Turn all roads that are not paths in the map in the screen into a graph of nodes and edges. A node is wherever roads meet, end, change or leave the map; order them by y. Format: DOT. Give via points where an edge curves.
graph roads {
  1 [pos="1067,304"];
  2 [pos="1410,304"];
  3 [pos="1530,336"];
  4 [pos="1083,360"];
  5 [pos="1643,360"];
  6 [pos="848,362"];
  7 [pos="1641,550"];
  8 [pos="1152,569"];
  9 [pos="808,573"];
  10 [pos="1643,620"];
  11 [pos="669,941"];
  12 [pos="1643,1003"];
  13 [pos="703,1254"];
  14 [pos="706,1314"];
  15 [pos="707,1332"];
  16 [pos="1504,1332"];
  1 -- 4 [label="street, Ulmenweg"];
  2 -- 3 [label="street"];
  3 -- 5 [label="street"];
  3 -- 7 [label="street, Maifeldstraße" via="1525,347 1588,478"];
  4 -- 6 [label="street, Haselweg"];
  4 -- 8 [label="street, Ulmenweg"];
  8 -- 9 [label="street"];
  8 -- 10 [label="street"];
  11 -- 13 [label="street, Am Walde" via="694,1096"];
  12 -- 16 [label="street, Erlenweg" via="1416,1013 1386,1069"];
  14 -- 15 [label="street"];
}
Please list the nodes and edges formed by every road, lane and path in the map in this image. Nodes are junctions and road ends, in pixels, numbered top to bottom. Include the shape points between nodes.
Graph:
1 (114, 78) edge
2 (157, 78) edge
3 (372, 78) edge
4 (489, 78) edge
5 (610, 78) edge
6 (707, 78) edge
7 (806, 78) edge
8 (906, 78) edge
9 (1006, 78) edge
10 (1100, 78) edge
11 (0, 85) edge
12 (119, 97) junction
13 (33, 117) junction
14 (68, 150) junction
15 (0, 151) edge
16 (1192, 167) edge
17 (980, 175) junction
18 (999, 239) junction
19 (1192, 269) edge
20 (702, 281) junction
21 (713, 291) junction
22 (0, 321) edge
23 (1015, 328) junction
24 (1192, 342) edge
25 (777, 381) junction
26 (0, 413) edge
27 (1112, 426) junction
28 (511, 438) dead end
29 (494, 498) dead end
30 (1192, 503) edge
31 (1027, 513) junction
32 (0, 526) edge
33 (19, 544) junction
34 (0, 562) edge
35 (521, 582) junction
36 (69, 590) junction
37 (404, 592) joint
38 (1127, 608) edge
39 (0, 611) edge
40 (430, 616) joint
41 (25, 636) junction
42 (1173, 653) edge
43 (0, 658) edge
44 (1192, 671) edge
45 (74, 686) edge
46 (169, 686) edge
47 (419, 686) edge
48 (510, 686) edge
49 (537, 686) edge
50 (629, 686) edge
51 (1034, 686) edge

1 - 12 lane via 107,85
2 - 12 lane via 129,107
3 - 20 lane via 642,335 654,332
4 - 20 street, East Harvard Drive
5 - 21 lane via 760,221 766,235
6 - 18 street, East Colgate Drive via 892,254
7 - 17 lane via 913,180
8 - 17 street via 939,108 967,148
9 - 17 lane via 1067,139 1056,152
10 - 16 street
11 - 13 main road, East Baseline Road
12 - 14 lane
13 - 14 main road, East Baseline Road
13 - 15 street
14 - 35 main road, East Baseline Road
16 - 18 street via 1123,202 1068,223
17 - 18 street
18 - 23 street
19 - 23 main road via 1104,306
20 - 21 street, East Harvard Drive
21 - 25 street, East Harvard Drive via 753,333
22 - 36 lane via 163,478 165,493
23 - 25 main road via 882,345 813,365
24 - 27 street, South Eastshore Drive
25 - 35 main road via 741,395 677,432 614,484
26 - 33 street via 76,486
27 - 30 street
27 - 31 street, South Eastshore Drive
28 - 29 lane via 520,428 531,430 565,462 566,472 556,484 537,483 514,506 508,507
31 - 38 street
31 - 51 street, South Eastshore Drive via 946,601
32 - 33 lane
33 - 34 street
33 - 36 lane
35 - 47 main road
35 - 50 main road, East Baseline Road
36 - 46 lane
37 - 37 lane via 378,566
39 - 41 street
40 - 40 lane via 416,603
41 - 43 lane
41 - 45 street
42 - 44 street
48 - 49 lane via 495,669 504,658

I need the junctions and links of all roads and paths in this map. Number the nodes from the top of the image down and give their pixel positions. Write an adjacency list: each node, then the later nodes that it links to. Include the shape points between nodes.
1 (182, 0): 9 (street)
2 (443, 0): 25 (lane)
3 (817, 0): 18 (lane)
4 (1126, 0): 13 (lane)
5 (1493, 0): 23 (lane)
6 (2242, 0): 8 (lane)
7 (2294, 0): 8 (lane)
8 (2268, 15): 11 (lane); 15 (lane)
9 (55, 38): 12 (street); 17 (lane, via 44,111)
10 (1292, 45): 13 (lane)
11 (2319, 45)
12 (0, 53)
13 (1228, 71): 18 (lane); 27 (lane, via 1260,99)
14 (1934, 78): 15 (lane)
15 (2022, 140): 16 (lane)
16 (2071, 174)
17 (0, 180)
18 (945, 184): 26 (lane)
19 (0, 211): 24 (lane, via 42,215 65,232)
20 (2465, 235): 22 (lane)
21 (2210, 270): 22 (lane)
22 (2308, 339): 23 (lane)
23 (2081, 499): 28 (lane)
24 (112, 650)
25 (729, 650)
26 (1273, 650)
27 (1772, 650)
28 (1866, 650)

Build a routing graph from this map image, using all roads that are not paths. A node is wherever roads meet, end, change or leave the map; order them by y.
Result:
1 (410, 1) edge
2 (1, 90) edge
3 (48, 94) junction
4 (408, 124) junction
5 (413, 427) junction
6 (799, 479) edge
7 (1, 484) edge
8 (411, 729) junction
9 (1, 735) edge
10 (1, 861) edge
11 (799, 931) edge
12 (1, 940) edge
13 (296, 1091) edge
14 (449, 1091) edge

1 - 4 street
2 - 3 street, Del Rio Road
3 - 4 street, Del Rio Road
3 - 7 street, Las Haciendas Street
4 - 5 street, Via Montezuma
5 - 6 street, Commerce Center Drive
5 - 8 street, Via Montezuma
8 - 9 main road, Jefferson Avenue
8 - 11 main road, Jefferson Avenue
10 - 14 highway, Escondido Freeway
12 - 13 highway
_ _ _
▶ DIRECTIONS
Repeat exactly the lines of the material above, taking the first line, the line with "Please list the", and every line between them.

▶ THE COMPLETED TASK
Turn all roads that are not paths in the map in the screen into a graph of nodes and edges. A node is wherever roads meet, end, change or leave the map; order them by y. Format: DOT. Give via points where an edge curves.
graph roads {
  1 [pos="1067,304"];
  2 [pos="1410,304"];
  3 [pos="1530,336"];
  4 [pos="1083,360"];
  5 [pos="1643,360"];
  6 [pos="848,362"];
  7 [pos="1641,550"];
  8 [pos="1152,569"];
  9 [pos="808,573"];
  10 [pos="1643,620"];
  11 [pos="669,941"];
  12 [pos="1643,1003"];
  13 [pos="703,1254"];
  14 [pos="706,1314"];
  15 [pos="707,1332"];
  16 [pos="1504,1332"];
  1 -- 4 [label="street, Ulmenweg"];
  2 -- 3 [label="street"];
  3 -- 5 [label="street"];
  3 -- 7 [label="street, Maifeldstraße" via="1525,347 1588,478"];
  4 -- 6 [label="street, Haselweg"];
  4 -- 8 [label="street, Ulmenweg"];
  8 -- 9 [label="street"];
  8 -- 10 [label="street"];
  11 -- 13 [label="street, Am Walde" via="694,1096"];
  12 -- 16 [label="street, Erlenweg" via="1416,1013 1386,1069"];
  14 -- 15 [label="street"];
}
Please list the nodes and edges formed by every road, lane and path in the map in this image. Nodes are junctions and road ends, in pixels, numbered top to bottom. Include the shape points between nodes.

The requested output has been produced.